• **WHAT YOU HAVE TO DO**
Find the string "Houston" in the records and copy each line where it occurs.

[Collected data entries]
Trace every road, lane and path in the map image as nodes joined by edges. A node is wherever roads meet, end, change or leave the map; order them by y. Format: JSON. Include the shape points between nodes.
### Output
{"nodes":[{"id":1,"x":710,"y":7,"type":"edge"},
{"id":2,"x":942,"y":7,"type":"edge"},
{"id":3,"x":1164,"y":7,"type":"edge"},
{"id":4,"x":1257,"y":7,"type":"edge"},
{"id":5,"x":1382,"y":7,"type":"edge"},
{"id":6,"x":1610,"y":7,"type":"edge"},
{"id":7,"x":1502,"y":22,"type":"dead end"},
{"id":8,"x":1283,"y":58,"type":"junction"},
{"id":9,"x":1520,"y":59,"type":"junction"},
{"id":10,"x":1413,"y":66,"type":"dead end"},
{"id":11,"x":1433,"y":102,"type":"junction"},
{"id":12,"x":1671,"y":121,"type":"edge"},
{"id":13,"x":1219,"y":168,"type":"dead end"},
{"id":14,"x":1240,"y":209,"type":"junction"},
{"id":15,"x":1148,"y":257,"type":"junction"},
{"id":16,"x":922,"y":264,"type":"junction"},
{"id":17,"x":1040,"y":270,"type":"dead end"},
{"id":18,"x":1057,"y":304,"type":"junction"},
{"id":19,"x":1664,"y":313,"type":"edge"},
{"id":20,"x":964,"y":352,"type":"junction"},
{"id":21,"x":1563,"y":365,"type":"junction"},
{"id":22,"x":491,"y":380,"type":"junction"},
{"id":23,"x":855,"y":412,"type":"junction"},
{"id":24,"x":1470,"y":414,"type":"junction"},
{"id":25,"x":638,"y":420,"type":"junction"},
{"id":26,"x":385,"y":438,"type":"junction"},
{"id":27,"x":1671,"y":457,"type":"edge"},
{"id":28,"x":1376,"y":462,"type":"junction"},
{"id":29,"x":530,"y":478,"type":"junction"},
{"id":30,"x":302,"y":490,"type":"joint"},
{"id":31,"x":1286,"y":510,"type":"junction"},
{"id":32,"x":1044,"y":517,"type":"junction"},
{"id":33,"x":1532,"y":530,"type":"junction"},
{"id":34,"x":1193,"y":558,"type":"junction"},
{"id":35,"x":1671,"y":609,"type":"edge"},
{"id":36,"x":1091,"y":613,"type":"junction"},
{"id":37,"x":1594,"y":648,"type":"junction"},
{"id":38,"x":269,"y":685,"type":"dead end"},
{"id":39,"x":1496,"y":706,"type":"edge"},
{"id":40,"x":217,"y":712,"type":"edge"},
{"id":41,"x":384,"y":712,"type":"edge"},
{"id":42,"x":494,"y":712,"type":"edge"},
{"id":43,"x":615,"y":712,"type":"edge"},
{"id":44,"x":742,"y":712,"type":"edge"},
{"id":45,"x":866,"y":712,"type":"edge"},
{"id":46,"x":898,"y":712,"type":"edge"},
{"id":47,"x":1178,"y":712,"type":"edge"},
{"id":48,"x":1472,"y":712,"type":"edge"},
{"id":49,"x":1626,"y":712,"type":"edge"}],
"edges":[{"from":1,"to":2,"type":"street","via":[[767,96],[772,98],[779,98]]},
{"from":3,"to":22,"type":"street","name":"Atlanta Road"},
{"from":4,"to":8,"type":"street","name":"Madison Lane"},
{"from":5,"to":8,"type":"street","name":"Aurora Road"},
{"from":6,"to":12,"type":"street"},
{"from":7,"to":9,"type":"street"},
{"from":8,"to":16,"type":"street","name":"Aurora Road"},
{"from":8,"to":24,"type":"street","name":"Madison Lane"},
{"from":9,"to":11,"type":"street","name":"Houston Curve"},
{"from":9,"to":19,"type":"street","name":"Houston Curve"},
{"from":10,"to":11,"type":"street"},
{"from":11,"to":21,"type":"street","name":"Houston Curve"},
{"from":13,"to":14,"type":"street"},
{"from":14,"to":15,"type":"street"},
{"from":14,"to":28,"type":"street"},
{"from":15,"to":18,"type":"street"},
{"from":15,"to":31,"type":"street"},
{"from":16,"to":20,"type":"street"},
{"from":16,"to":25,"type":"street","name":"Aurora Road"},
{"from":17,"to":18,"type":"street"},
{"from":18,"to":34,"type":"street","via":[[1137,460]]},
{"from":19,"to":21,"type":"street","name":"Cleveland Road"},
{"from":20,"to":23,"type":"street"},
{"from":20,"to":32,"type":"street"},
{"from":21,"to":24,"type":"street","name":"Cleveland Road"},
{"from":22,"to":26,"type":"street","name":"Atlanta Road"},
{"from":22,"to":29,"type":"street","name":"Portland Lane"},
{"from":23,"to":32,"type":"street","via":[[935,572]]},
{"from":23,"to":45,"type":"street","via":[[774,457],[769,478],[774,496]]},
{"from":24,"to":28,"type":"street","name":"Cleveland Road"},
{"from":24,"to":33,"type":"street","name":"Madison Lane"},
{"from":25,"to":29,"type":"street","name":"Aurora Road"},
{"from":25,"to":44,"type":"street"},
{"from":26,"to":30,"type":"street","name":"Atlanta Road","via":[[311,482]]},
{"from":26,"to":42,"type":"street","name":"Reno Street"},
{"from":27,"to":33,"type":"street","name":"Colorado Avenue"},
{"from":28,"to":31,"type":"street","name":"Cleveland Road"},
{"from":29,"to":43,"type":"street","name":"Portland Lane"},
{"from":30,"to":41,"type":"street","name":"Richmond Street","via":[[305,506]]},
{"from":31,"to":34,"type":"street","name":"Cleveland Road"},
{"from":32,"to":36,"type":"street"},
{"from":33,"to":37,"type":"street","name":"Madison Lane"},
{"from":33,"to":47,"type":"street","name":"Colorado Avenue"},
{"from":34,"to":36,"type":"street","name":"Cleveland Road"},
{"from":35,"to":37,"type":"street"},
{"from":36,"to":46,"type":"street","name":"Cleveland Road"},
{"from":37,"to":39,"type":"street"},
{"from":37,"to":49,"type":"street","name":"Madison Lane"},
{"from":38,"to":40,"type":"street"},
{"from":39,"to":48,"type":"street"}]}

• **ANSWER TO THIS EXERCISE**
{"from":9,"to":11,"type":"street","name":"Houston Curve"},
{"from":9,"to":19,"type":"street","name":"Houston Curve"},
{"from":11,"to":21,"type":"street","name":"Houston Curve"},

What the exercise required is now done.